After Months of Irksome Shopping Trips, Leesburg Target’s Remodel is Complete
By TJ Davis
Change can be hard to adapt to, especially when it affects your weekly shopping experience. Patrons to the Target in Leesburg have tallied a long list of complaints as they’ve navigated the store amid a months-long renovation project that has just recently wrapped up.
“I usually go to Target 2-3 times per week … will likely not go back until the remodel is done!” one customer wrote on the Leesburg Target’s Facebook page.
But store managers vow that customers’ shopping experience will get better.
Leesburg Target Store Team Leader Pierre Lundy said the new design will provide a “guest-centric environment.”
“Even different paths of the store [are] geared towards the way people shop,” he added. “One side is more of a grab and go, while the other is more of a slow leisurely walk through the store where they are able to really take their time and look at all the different things within the store.”
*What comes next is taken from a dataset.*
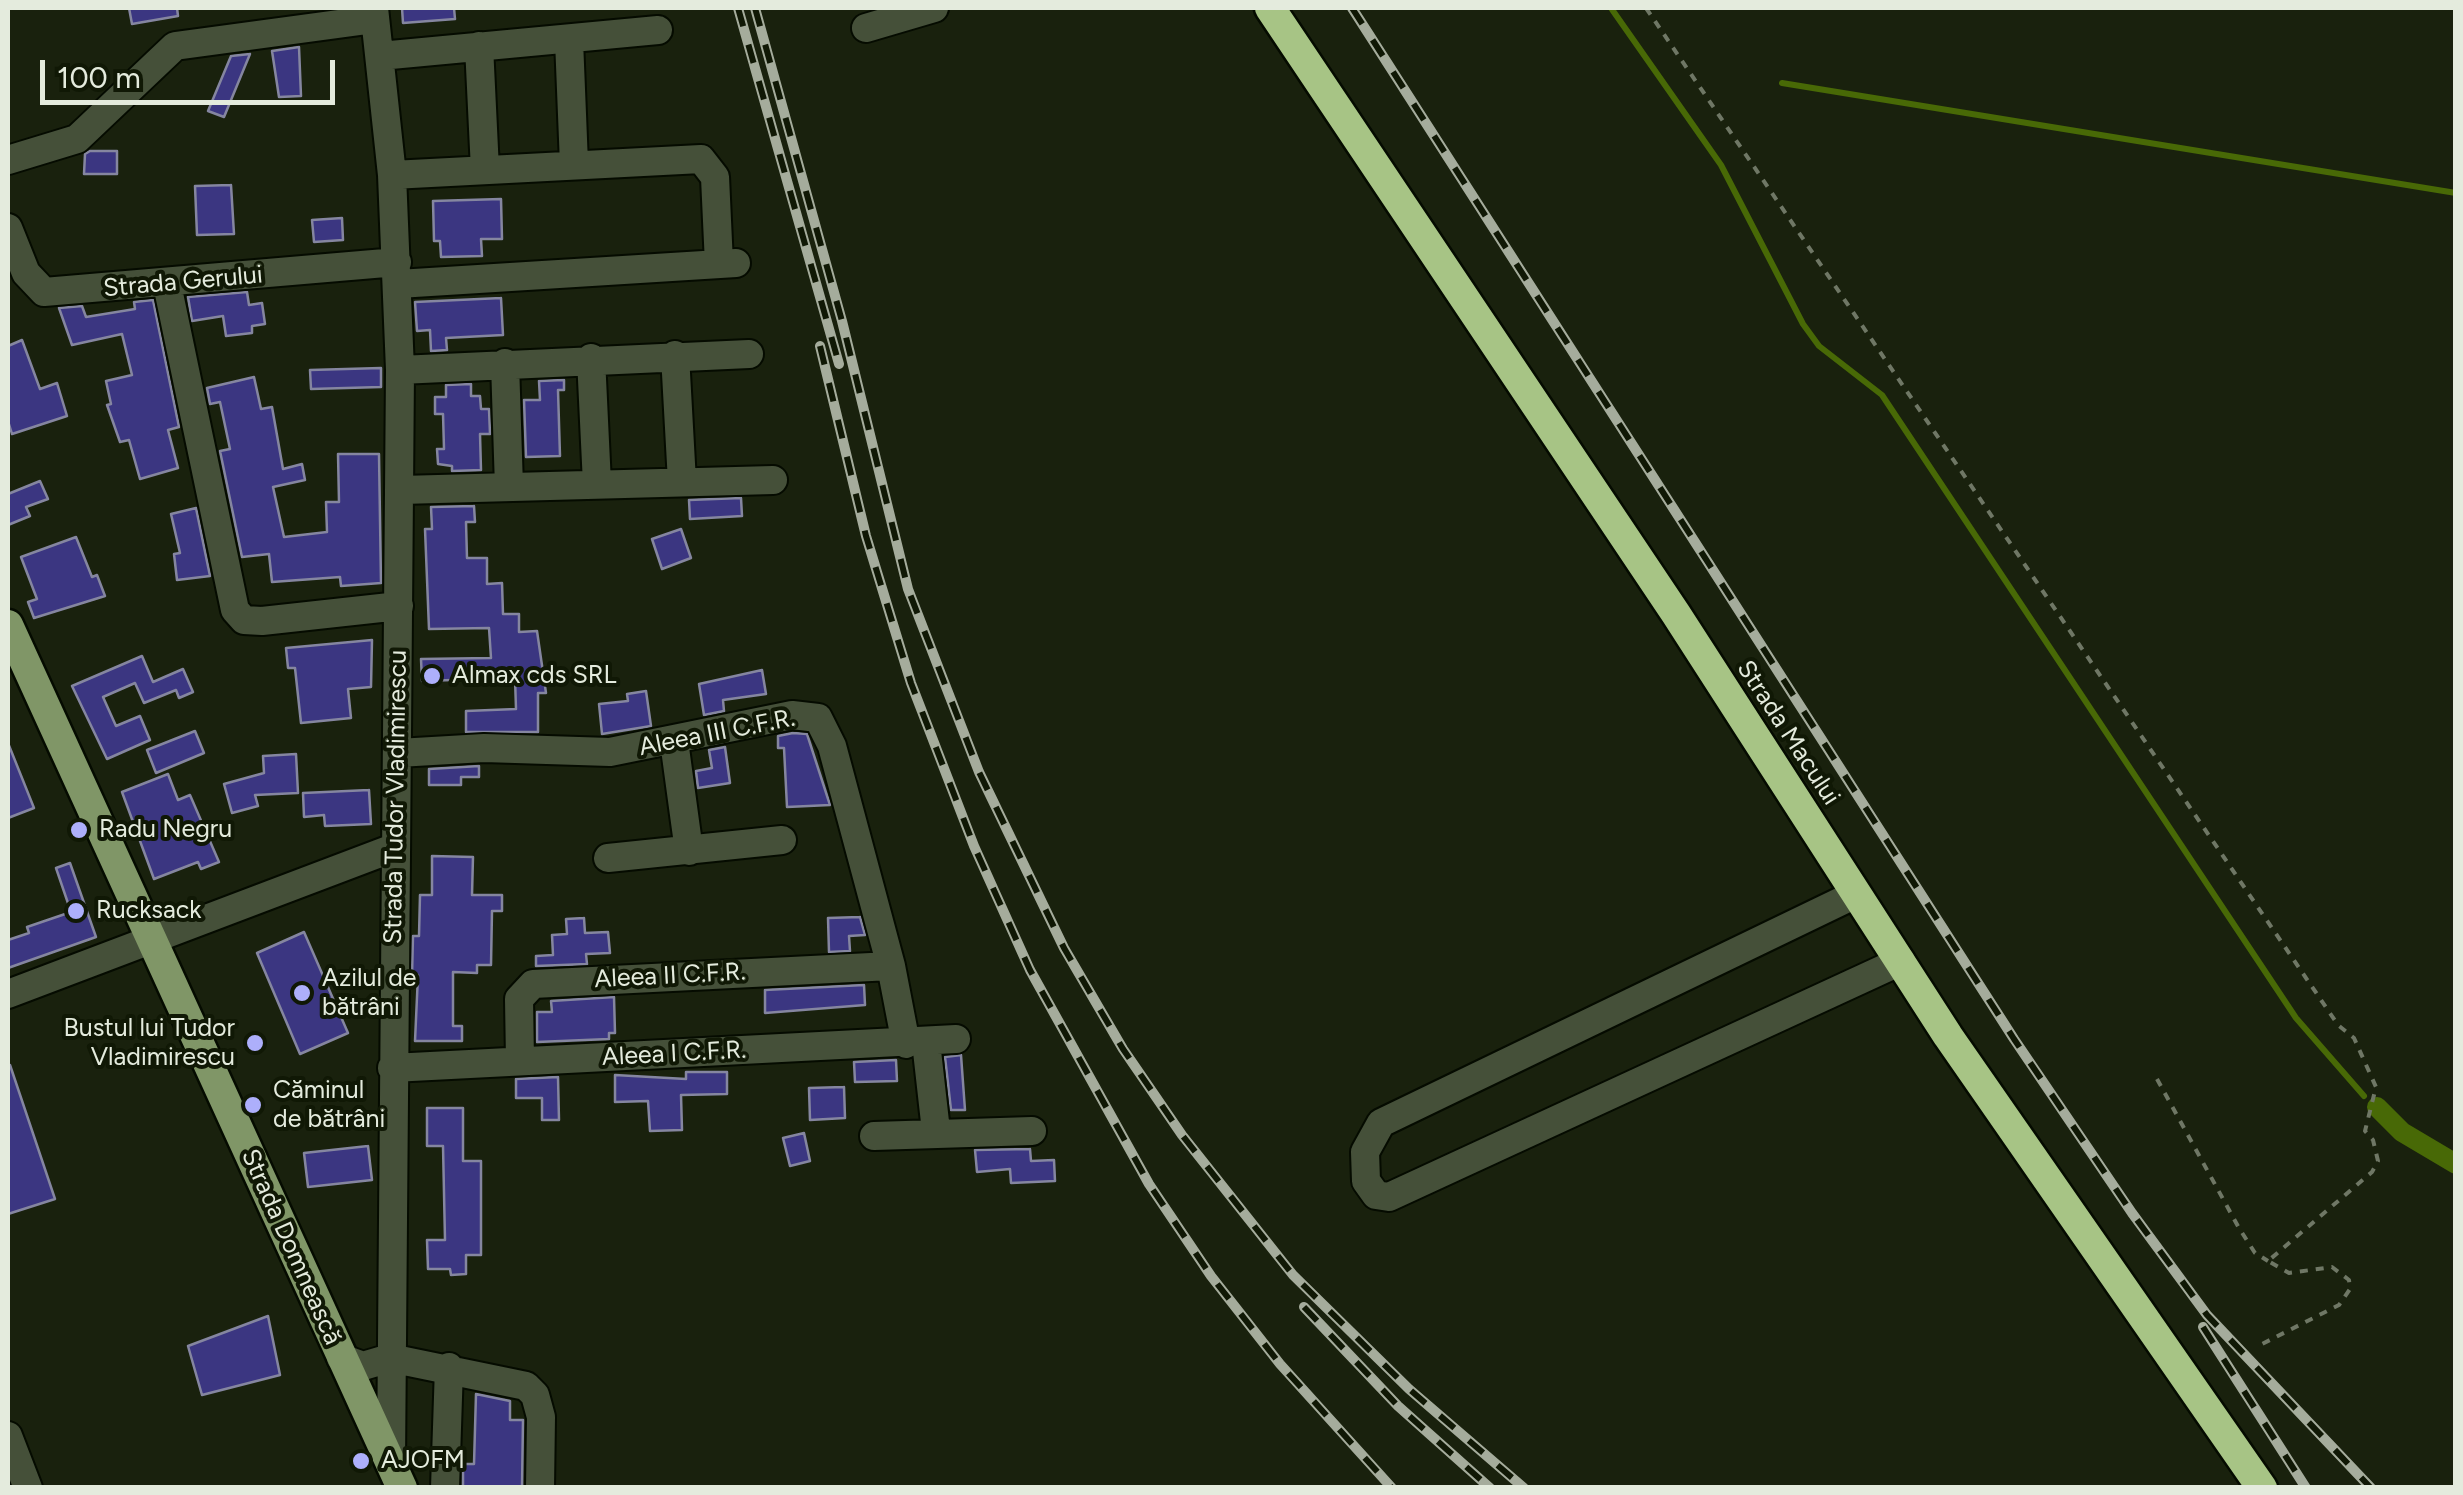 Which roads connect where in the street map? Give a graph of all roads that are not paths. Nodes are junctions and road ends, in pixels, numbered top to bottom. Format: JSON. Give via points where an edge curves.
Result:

Target is renovating more than 1,000 stores across the nation, according to the company’s spokespeople. Despite of the initial growing pains, the goal of the in-store renovations is to make shopping easier and more convenient, along with updating locations with “the next generation of store design.”
“Target’s top priority is delivering a shopping experience our guests will love, and we’re excited to make so many of our hometown stores even easier to shop. At the same time, we’re adding new features that put the spotlight on the great assortment our guests can find at Target,” Mark Schindele, senior vice president of Target Properties stated in a news release.
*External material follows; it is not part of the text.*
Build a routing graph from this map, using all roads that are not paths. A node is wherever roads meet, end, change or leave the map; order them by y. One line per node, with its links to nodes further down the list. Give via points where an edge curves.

Lundy said that some of the most significant changes were made to the beauty department and style sections. “We’ve really focused a big part of our business on capturing our guests in the style and apparel categories as well as health and wellness.”
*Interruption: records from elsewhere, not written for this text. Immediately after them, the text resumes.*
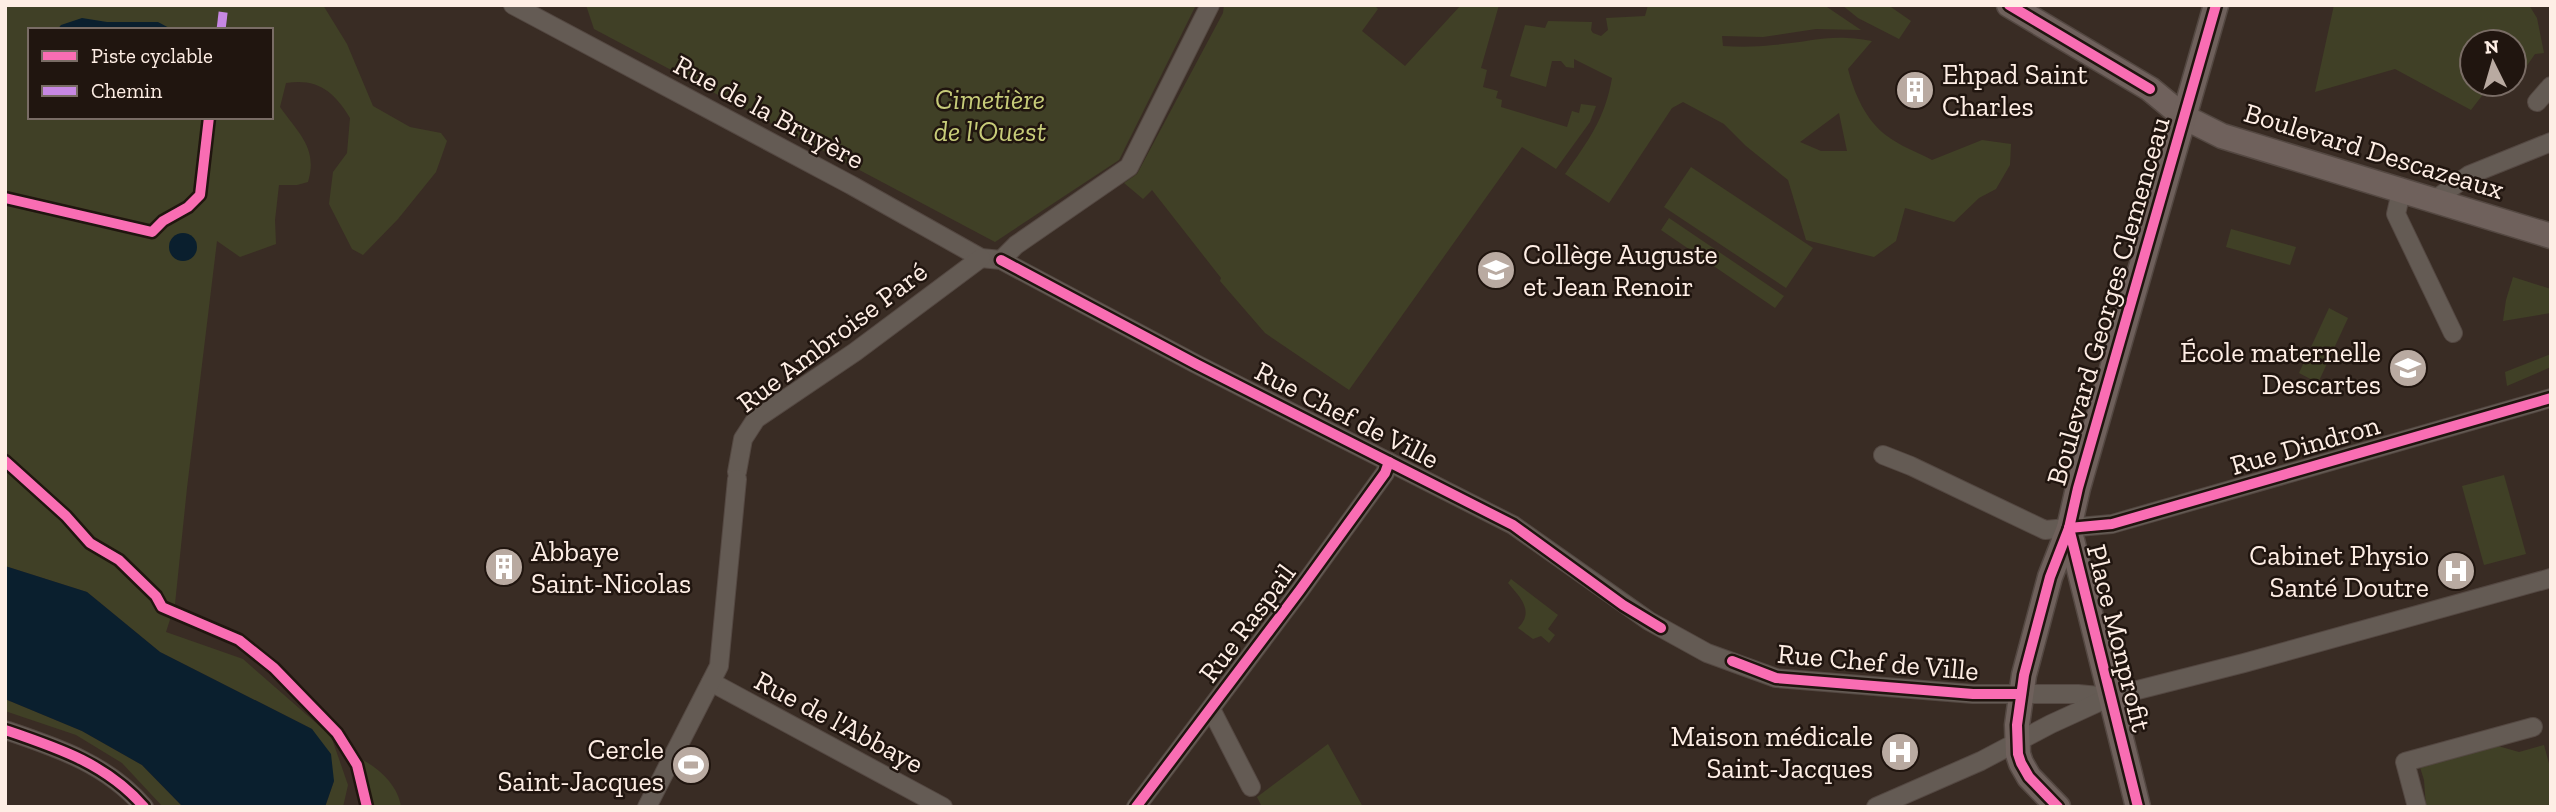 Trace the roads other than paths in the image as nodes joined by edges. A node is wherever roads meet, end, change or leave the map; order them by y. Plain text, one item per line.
1 (513, 5) edge
2 (1210, 5) edge
3 (2009, 5) edge
4 (2216, 5) edge
5 (2551, 86) edge
6 (2537, 102) dead end
7 (2184, 117) junction
8 (2551, 142) edge
9 (2401, 192) junction
10 (2433, 201) junction
11 (2551, 236) edge
12 (981, 258) junction
13 (1002, 260) junction
14 (2453, 333) dead end
15 (2551, 398) edge
16 (1883, 455) dead end
17 (1389, 462) junction
18 (2069, 528) junction
19 (2551, 578) edge
20 (711, 682) junction
21 (2021, 694) junction
22 (2110, 697) junction
23 (1211, 709) junction
24 (2533, 727) dead end
25 (5, 730) edge
26 (2017, 741) junction
27 (1251, 787) dead end
28 (144, 807) edge
29 (648, 807) edge
30 (943, 807) edge
31 (1136, 807) edge
32 (1876, 807) edge
33 (2058, 807) edge
34 (2138, 807) edge
35 (2417, 807) edge

1 - 12 street, Rue de la Bruyère
2 - 13 street
3 - 7 main road, Boulevard Descazeaux
4 - 7 main road, Boulevard Georges Clemenceau
5 - 6 street
7 - 9 main road, Boulevard Descazeaux
7 - 18 main road, Boulevard Georges Clemenceau
8 - 10 street
9 - 10 main road, Boulevard Descazeaux
9 - 14 street
10 - 11 main road, Boulevard Descazeaux
12 - 13 street, Rue de la Bruyère
12 - 20 street, Rue Ambroise Paré
13 - 17 street, Rue Chef de Ville
15 - 18 street, Rue Dindron
16 - 18 street, Rue Dindron
17 - 21 street, Rue Chef de Ville
17 - 23 street, Rue Raspail
18 - 21 main road, Place Monprofit
18 - 22 main road, Place Monprofit
19 - 22 street
20 - 29 street, Rue Ambroise Paré
20 - 30 street, Rue de l'Abbaye
21 - 22 street, Place Monprofit
21 - 26 main road, Place Monprofit
22 - 26 street, Place Monprofit
22 - 34 main road, Place Monprofit
23 - 27 street
23 - 31 street, Rue Raspail
24 - 35 street
25 - 28 street
26 - 32 street
26 - 33 main road, Place Monprofit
Another focus of the remodeling is to prioritize the growing surge of e-commerce trends such as buying items online and picking them up in the store.
Target staff fielded a slew of complaints from frustrated customers, but Joe Contrucci, senior vice president of Target stores, commended the staff and said it will get better as people learn their way around the new design. “It’s our store teams who truly bring these new shopping experiences to life for our guests,” he said. “So they’re prepped—and really excited—to provide exceptional service before, during and after the remodel.”
Lundy expects the remodel will also produce better-informed staff members, which, in turn, will help customers. “By creating a very segmented business, we’re really creating specialists in each area,” he said. “Our team is really able to dial in to the guests shopping in those specific areas.”
TJ Davis is a summer intern at Loudoun Now, studying journalism at Liberty University.